Perang dunia pertama dan kedua sudah lama berakhir, walaupun sudah tutup buku, sampai kiwari perkubuan bangsa-bangsa masih sering saling jegal, dan sama-sama membayangkan di akhir sejarah nanti perang teramat dahsyat bakal terjadi.
Prediksi ini, meskipun terdengar berlebihan, masih jadi ketakutan bangsa-bangsa adi daya hari ini, dan karena itu diam-diam sedang menyusun angkatan bersenjata raksasa jika hal itu betul-betul terjadi.
Benar atau tidak, perang dunia pertama dan kedua membuktikan di waktu mendatang akan lahir orang-orang semacam Adolf Hitler, atau Josef Stalin, yang berimajinasi dunia bisa ia kendalikan hanya dengan cara membumihanguskan negeri-negeri lain. Orang-orang semacam ini, pernah hidup dalam sejarah dengan memobilisasi masyarakat agar mempercayai ilusinya, dan malangnya tidak sedikit yang mengyakininya.
Perang bukan fenomena baru bagi peradaban manusia, karena meskipun dunia mengalami masa damai yang panjang, di dalam dirinya sendiri berkecamuk perang yang jauh lebih dahsyat sama panjangnya dengan seluruh usianya.
Dalam konteks itu, Erich Fromm menarasikan akar psikologis mengapa manusia mengalami kecamuk pertempuran dalam dirinya, dan mengapa peradaban manusia sering tersedot perang dan hancur karenanya, melalui suatu buku: Perang Dalam Diri Manusia, Studi Psikologis Mengenai Akar Kehancuran.
Jangan terkecoh dengan frase ”studi psikologis” di sampulnya itu, karena selain penjelasan Fromm yang lebih mendekati penjabaran filosofis, buku ini nyatanya tidak sampai 100 halaman, yang itupun menjadi pantas disebut buku karena masih ditambahkan esai komentar beberapa kolega Fromm menyangkut ”makalahnya” ini.

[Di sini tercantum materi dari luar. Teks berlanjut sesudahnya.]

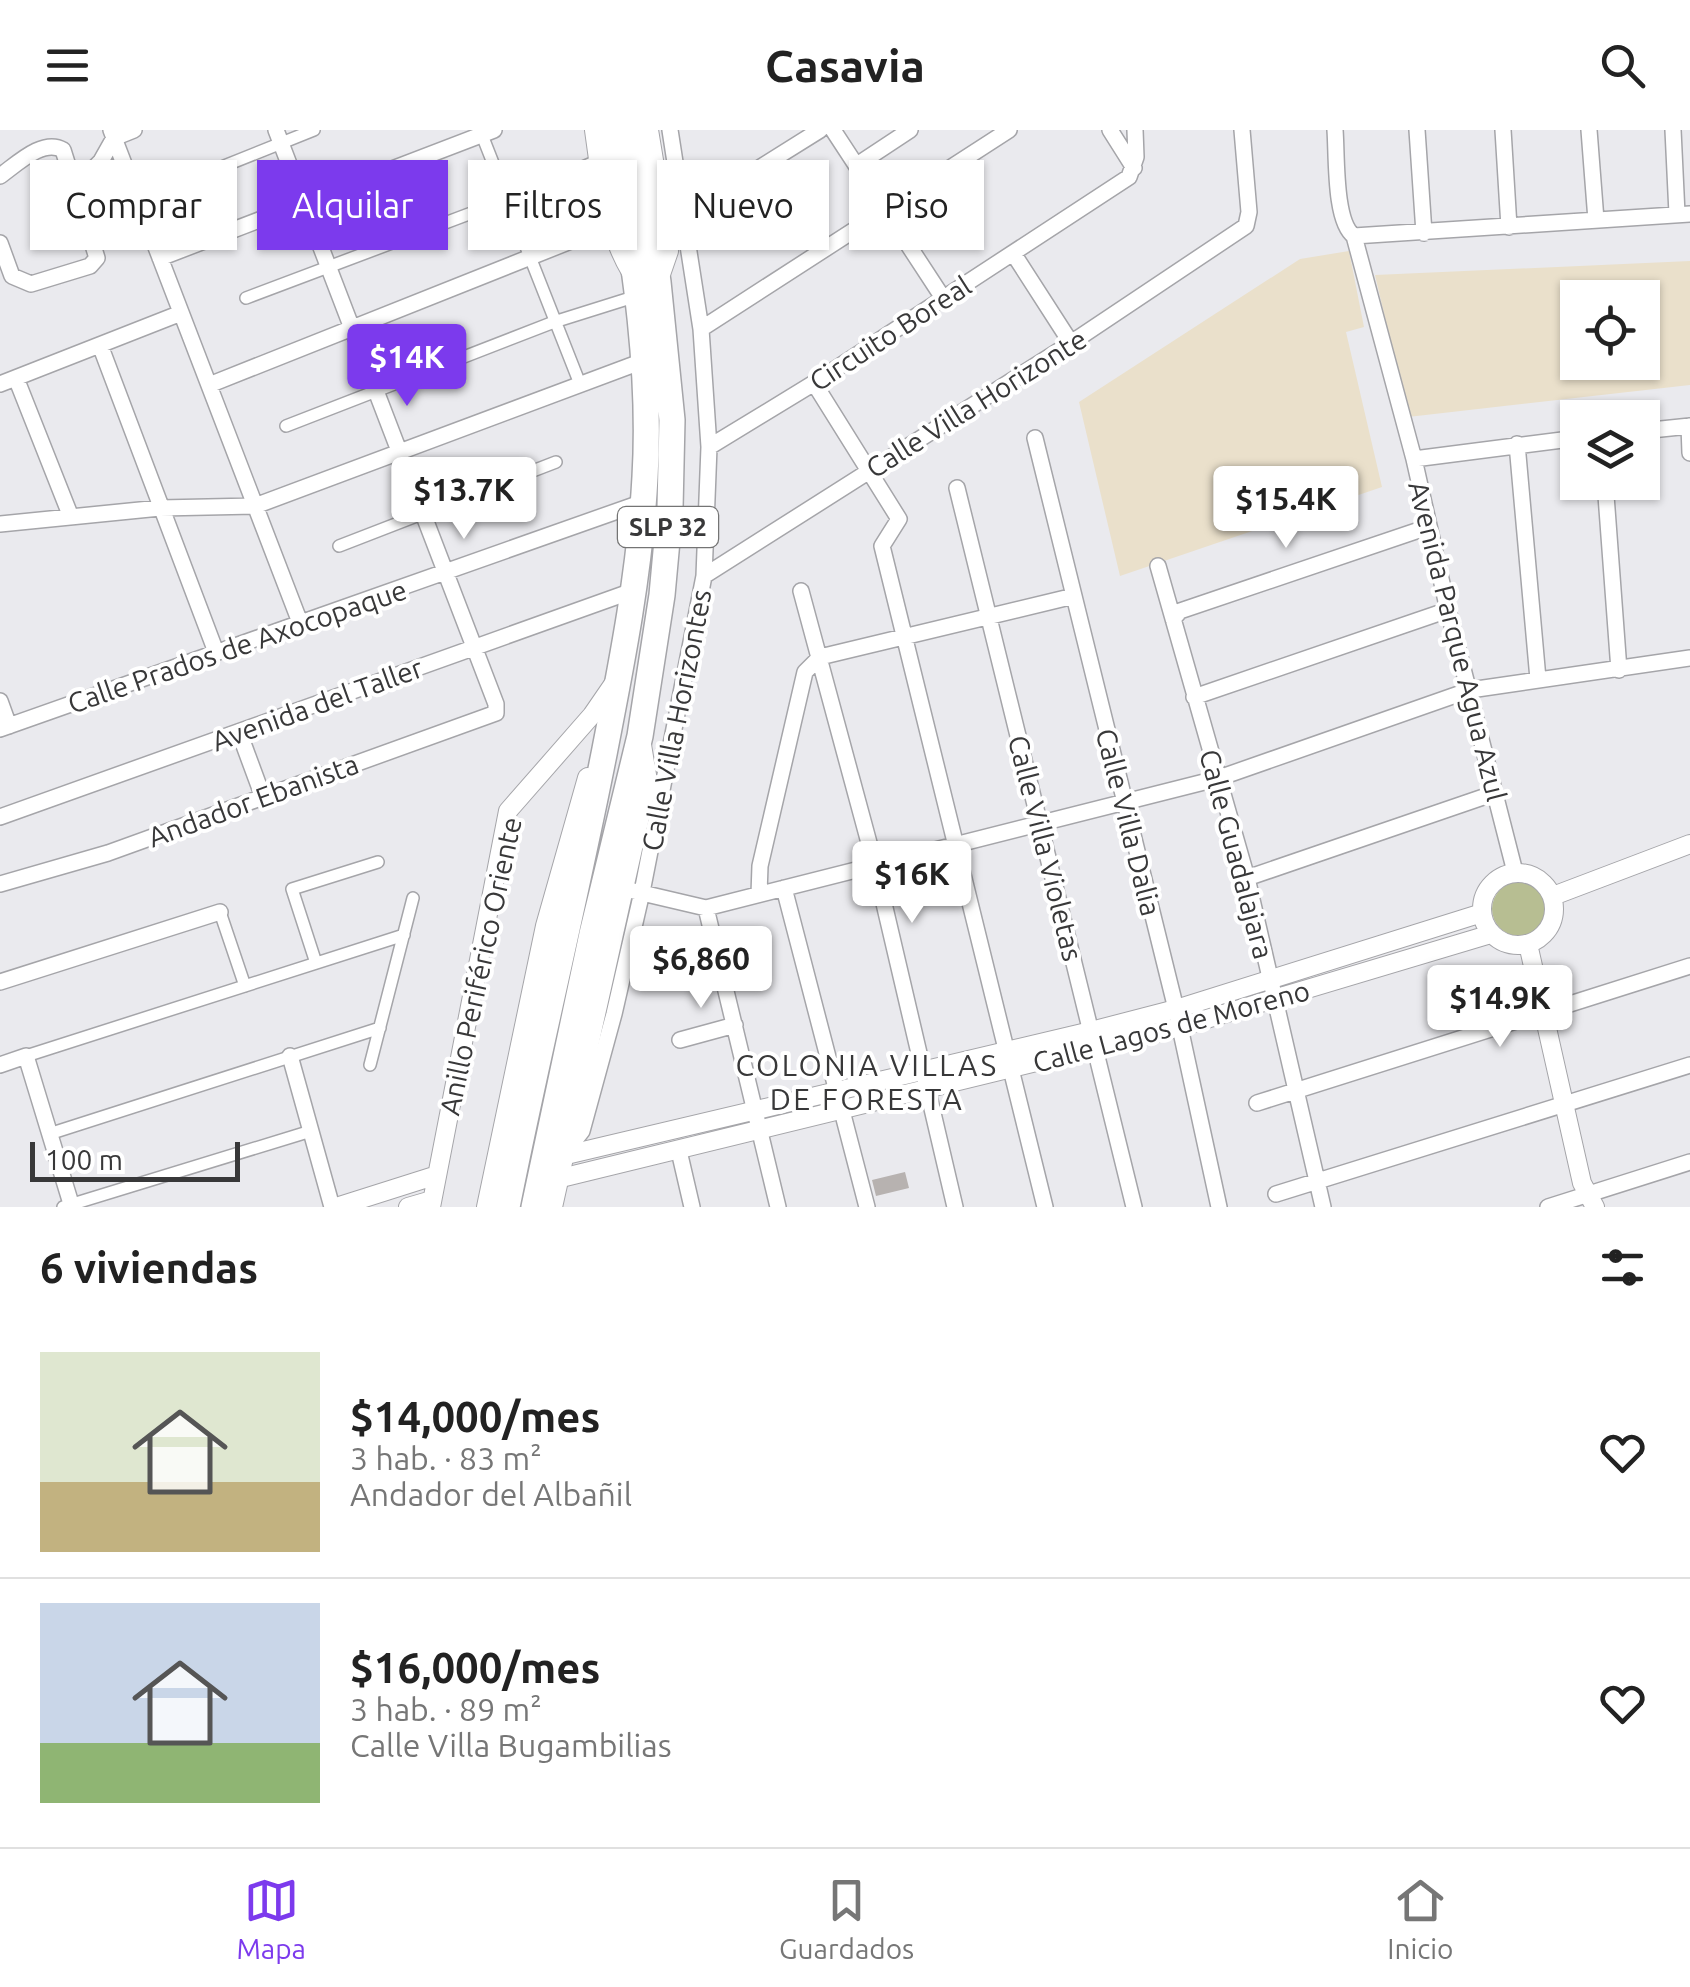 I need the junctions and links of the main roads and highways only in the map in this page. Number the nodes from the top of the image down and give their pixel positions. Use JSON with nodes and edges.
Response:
{"nodes":[{"id":1,"x":595,"y":130,"type":"edge"},
{"id":2,"x":613,"y":130,"type":"edge"},
{"id":3,"x":634,"y":130,"type":"edge"},
{"id":4,"x":648,"y":130,"type":"edge"},
{"id":5,"x":643,"y":256,"type":"junction"},
{"id":6,"x":645,"y":287,"type":"junction"},
{"id":7,"x":611,"y":721,"type":"junction"},
{"id":8,"x":640,"y":736,"type":"junction"},
{"id":9,"x":572,"y":1030,"type":"junction"},
{"id":10,"x":580,"y":1069,"type":"junction"},
{"id":11,"x":487,"y":1207,"type":"edge"},
{"id":12,"x":507,"y":1207,"type":"edge"},
{"id":13,"x":534,"y":1207,"type":"edge"},
{"id":14,"x":552,"y":1207,"type":"edge"}],
"edges":[{"from":1,"to":6,"type":"main road","name":"Anillo Periférico Oriente"},
{"from":2,"to":5,"type":"highway","name":"Anillo Periférico Oriente","number":"SLP 32"},
{"from":3,"to":5,"type":"highway","name":"Anillo Periférico Oriente","number":"SLP 32"},
{"from":4,"to":6,"type":"main road","name":"Anillo Periférico Oriente"},
{"from":5,"to":6,"type":"highway","name":"Anillo Periférico Oriente","number":"SLP 32"},
{"from":6,"to":7,"type":"highway","name":"Anillo Periférico Oriente","number":"SLP 32"},
{"from":6,"to":8,"type":"highway","name":"Anillo Periférico Oriente","number":"SLP 32"},
{"from":7,"to":11,"type":"main road","name":"Anillo Periférico Oriente"},
{"from":7,"to":12,"type":"highway","name":"Anillo Periférico Oriente","number":"SLP 32"},
{"from":8,"to":9,"type":"highway","name":"Anillo Periférico Oriente","number":"SLP 32"},
{"from":8,"to":10,"type":"main road","name":"Anillo Periférico Oriente"},
{"from":9,"to":10,"type":"highway"},
{"from":9,"to":13,"type":"highway","name":"Anillo Periférico Oriente","number":"SLP 32"},
{"from":10,"to":14,"type":"main road","name":"Anillo Periférico Oriente"}]}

Jadi, tidak ada studi psikologi dalam buku ini, sama seperti suatu uraian panjang yang dihasilkan dari suatu penelitian berkelanjutan berdasarkan temuan-temuan fakta ilmiah. Itu artinya, meskipun buku ini ditulis Fromm yang berlatar belakang ilmu psikologi, pokok-pokok uraian buku ini lebih tepat disebut sebagai studi filosofis tentang manusia.
Medan perang manusia.
Konon, orang-orang Indian mempercayai sebuah legenda, dalam diri setiap orang tinggal seekor beruang. Sama seperti perbedaaan warna hitam dan putih, tiap beruang bagi tiap orang berbeda-beda perangainya.
Ada beruang yang jinak sehingga tidak mengganggu jiwa orang bersangkutan, tapi tidak sedikit yang menjadi mangsa beruang jahat yang liar dan sulit diatur. Orang-orang Indian percaya, setiap manusia bisa menjinakkan beruangnya setelah sebelumnya ia melakukan pertarungan besar-besaran denganya.
Kurang lebih sama seperti narasi di atas—dan juga narasi baik-buruk agama-agama—Fromm menyatakan dalam diri manusia ada keyakinan yang membuat mereka percaya bahwa sebagian manusia dicipta berperangai seperti jiwa domba, dan sebagiannya lagi mengganggap jiwa dirinya adalah serigala.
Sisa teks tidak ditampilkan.